El día de ayer se hizo viral el video de la 77.ª graduación de la Universidad Abierta para Adultos (UAPA), recinto Nagua, donde la recién graduada Nathalis Zorrilla sorprendió a todos al arrodillarse y pedirle matrimonio a su novio, José Pérez, en plena ceremonia de investidura. El momento generó un intenso debate en las redes sociales dominicanas.
A simple vista, podría cuestionarse si una ceremonia académica era el escenario ideal para una propuesta de este tipo o si se respetaron los protocolos. Sin embargo, esa no fue la verdadera discusión que inundó las plataformas digitales en República Dominicana.
El debate estalló cuando miles de usuarios reaccionaron al gesto de la joven, y lo más llamativo fue que gran parte de las críticas provenían de otras mujeres. Frases como: “Eso es una humillación”, “Las mujeres deben ubicarse”, “Ese paso le corresponde al hombre”, “Las princesas no se arrodillan”, o incluso comparaciones virales como “Prefiero pintar el Monumento de Santiago con un esmalte” o “Prefiero secar el mar con una cuchara”, dejaron en evidencia una mentalidad marcada sobre los roles de género en nuestra sociedad.
Nathalis explicó que su pareja, José Pérez, fue quien la motivó a ingresar a la universidad y quien la acompañó durante todo el proceso académico, brindándole apoyo constante hasta graduarse. Hoy, al obtener su título en Psicología, ella quiso aprovechar el escenario ante los presentes para expresar su agradecimiento y amor a quien considera el pilar fundamental de su formación profesional.
Lo curioso de la situación es que pocos se detuvieron a analizar la historia detrás de ese momento. Según comentarios, el joven fue un apoyo clave durante la carrera de Nathalis: acompañándola en sus noches de desvelo, brindándole respaldo emocional, económico y siendo un sostén durante su meta académica. Aunque nadie conoce la intimidad de la pareja, queda una pregunta válida: si un hombre puede arrodillarse ante miles de personas para pedir matrimonio y recibir aplausos, ¿por qué una mujer que hace exactamente lo mismo es señalada o juzgada?

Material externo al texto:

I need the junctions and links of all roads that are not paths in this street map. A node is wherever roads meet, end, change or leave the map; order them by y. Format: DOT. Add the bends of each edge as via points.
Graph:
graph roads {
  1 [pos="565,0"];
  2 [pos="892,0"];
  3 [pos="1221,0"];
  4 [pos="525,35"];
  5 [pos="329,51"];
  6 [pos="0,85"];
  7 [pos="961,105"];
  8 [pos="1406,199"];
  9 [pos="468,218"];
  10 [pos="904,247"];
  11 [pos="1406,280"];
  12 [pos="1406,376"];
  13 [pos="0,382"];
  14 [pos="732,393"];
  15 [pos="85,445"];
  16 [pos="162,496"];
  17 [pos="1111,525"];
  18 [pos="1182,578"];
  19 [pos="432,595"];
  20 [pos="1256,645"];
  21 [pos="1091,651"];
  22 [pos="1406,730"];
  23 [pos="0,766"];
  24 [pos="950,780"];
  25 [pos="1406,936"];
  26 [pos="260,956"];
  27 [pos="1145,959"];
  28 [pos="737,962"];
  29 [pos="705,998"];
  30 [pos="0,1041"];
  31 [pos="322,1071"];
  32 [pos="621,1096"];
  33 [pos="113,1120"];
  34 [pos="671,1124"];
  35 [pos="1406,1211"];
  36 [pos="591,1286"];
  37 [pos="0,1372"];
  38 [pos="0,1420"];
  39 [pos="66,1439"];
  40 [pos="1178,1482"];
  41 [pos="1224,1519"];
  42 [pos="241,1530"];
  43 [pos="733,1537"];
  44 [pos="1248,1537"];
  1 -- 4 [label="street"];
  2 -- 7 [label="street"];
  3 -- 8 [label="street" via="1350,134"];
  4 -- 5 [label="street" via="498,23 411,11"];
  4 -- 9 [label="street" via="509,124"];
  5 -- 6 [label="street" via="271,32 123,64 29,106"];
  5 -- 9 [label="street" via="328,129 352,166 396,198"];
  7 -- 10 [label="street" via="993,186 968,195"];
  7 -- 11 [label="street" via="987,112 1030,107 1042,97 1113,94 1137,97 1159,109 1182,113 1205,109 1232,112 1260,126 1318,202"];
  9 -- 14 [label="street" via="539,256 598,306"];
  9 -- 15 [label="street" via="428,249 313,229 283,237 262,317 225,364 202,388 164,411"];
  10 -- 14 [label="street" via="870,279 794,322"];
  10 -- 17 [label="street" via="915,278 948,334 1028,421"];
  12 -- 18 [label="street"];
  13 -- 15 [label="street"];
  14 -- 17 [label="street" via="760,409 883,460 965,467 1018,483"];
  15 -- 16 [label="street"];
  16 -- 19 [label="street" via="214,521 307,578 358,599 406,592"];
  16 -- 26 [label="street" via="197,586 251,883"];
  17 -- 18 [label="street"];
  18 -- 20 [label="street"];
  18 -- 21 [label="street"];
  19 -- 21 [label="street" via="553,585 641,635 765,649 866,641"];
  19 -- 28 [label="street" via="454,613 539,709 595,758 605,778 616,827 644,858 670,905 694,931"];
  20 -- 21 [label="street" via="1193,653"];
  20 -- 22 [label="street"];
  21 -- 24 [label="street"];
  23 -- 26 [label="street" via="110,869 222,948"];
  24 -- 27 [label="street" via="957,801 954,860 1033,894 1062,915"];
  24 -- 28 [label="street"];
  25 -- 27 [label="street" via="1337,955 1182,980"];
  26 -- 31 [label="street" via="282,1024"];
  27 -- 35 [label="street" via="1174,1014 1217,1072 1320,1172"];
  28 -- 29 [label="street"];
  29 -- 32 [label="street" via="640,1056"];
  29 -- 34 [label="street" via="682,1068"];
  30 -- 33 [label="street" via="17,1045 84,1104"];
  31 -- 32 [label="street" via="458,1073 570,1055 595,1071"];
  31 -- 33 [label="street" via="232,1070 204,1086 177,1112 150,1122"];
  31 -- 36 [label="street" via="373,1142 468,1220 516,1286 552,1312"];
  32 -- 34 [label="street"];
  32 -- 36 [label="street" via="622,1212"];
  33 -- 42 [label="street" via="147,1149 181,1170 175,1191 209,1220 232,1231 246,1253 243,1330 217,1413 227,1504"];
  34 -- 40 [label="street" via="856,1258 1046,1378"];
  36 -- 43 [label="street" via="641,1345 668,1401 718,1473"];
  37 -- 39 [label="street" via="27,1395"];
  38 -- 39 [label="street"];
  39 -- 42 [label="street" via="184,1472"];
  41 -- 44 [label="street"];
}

No se trata de imponer cómo deben ser las relaciones, sino de cuestionar la doble moral con la que medimos un mismo acto dependiendo de quién lo realice. En un país que avanza hacia la igualdad, resulta paradójico que expresar el amor sea visto por algunos como debilidad o falta de amor propio.
El verdadero empoderamiento consiste en permitir que cada quien elija cómo vivir su historia sin ser juzgado. Quizá el problema nunca fue la propuesta de matrimonio, sino los prejuicios y las expectativas sociales que seguimos arrastrando. Si un acto es romántico cuando lo hace un hombre, pero criticado cuando lo hace una mujer, el debate real no está en la rodilla que tocó el suelo, sino en la mentalidad que aún nos falta superar.